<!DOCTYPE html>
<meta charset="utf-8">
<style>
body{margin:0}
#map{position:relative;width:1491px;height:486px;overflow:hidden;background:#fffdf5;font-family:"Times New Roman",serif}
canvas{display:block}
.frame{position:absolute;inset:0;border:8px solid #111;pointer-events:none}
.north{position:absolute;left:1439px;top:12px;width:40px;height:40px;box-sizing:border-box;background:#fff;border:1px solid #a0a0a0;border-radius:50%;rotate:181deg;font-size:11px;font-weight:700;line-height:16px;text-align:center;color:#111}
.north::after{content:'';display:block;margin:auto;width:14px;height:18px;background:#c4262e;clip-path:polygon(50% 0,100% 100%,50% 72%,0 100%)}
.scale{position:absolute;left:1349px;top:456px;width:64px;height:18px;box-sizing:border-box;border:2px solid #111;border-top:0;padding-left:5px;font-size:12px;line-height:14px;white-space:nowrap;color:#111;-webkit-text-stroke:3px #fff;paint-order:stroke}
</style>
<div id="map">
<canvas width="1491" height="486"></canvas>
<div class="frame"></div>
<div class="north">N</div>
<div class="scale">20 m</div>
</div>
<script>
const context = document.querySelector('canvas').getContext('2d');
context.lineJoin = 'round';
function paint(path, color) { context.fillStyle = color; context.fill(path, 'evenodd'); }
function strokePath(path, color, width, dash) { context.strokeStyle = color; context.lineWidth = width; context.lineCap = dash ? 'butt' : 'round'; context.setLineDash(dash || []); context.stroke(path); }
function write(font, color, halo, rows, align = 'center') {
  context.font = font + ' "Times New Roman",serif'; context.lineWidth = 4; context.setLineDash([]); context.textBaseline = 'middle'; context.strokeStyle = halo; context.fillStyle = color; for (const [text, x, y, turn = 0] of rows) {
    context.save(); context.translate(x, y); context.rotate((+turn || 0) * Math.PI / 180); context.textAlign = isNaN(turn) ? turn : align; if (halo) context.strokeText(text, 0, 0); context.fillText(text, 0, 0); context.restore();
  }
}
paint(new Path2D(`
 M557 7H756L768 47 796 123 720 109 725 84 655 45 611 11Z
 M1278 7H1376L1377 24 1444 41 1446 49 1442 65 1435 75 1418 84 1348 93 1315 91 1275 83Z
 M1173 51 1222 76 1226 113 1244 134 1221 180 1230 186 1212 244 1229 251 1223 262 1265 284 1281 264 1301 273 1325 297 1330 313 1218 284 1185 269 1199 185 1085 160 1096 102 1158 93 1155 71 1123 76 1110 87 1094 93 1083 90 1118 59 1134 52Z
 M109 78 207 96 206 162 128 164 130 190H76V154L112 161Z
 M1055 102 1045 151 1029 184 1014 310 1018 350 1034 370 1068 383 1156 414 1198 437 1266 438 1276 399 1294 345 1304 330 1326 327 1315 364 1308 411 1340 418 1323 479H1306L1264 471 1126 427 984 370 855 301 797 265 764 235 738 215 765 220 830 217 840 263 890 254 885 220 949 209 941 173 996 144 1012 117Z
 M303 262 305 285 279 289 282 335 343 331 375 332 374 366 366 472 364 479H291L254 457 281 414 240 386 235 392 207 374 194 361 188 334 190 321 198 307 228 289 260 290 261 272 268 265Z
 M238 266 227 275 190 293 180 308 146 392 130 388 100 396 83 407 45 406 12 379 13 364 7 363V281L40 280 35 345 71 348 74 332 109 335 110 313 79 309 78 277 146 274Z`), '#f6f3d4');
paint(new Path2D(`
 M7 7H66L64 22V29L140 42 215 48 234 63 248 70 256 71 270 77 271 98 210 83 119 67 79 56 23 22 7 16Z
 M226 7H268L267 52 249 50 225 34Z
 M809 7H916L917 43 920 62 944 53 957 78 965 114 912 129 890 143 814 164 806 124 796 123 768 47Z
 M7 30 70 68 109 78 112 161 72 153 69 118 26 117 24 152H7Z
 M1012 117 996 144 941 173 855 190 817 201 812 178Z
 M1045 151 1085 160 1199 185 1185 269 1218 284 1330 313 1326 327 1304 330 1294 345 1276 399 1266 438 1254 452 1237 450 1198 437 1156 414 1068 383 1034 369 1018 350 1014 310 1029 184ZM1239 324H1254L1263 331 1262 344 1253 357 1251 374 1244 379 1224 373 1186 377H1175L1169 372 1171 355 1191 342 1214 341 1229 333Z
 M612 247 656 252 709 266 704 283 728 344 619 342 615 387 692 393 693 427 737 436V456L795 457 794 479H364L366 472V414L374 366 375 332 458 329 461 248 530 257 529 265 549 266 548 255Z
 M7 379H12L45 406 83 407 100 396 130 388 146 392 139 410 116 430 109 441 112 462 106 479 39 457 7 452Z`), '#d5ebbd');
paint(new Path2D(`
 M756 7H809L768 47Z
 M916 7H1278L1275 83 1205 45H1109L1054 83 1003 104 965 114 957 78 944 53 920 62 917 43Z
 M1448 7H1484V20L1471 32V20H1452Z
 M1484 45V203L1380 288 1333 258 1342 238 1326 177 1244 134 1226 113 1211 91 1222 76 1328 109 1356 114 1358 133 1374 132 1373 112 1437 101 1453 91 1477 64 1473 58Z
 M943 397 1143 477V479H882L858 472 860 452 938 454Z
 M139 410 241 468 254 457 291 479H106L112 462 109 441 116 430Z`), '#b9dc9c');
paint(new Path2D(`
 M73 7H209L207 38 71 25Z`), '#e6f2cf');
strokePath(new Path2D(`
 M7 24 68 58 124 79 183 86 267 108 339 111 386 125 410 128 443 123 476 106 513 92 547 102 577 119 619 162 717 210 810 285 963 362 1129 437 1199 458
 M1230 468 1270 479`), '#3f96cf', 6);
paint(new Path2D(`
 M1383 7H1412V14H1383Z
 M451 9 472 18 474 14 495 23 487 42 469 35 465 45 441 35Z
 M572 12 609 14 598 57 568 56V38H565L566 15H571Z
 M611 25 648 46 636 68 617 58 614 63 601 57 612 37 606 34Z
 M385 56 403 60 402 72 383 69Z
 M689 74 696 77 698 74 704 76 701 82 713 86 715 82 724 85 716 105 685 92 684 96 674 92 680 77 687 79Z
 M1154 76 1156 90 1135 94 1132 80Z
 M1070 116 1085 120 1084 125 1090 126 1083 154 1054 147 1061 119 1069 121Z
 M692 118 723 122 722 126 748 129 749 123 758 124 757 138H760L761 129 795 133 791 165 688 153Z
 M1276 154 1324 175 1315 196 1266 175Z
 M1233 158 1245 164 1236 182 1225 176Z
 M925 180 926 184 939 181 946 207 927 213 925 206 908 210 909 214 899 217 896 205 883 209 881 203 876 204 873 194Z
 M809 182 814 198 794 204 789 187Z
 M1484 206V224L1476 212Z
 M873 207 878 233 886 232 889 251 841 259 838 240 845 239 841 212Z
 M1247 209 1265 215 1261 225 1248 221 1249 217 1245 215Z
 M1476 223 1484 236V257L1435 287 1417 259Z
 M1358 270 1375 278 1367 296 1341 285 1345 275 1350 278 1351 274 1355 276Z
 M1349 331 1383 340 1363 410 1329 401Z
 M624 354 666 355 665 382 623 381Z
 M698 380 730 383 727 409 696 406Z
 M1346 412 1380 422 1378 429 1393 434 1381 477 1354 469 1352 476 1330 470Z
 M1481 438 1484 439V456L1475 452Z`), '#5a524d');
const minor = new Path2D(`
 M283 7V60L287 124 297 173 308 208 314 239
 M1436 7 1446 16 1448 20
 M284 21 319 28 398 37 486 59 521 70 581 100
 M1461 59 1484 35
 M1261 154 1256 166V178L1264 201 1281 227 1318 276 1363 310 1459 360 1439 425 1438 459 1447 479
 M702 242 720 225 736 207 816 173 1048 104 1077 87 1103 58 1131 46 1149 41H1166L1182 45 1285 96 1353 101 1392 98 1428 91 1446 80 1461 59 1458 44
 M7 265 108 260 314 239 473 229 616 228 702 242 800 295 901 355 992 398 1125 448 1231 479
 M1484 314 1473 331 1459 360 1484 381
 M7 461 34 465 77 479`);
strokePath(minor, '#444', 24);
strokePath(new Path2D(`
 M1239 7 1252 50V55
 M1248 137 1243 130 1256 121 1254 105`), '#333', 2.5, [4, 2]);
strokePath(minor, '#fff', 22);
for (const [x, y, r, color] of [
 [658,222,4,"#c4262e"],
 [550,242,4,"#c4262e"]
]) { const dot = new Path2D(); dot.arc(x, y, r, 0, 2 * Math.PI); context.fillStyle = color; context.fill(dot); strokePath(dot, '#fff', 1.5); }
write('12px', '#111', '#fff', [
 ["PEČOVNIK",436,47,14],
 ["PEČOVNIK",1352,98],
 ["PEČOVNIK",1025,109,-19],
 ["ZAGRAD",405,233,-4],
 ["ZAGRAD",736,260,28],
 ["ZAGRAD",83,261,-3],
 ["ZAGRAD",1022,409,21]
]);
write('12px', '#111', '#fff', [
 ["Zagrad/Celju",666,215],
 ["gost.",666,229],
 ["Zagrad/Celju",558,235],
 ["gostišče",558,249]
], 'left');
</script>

(DESCRIPTION OF THE TASK) Reproduce every line above that contains the string "halo".

(RESPONSE TO THIS TASK)
function write(font, color, halo, rows, align = 'center') {
  context.font = font + ' "Times New Roman",serif'; context.lineWidth = 4; context.setLineDash([]); context.textBaseline = 'middle'; context.strokeStyle = halo; context.fillStyle = color; for (const [text, x, y, turn = 0] of rows) {
    context.save(); context.translate(x, y); context.rotate((+turn || 0) * Math.PI / 180); context.textAlign = isNaN(turn) ? turn : align; if (halo) context.strokeText(text, 0, 0); context.fillText(text, 0, 0); context.restore();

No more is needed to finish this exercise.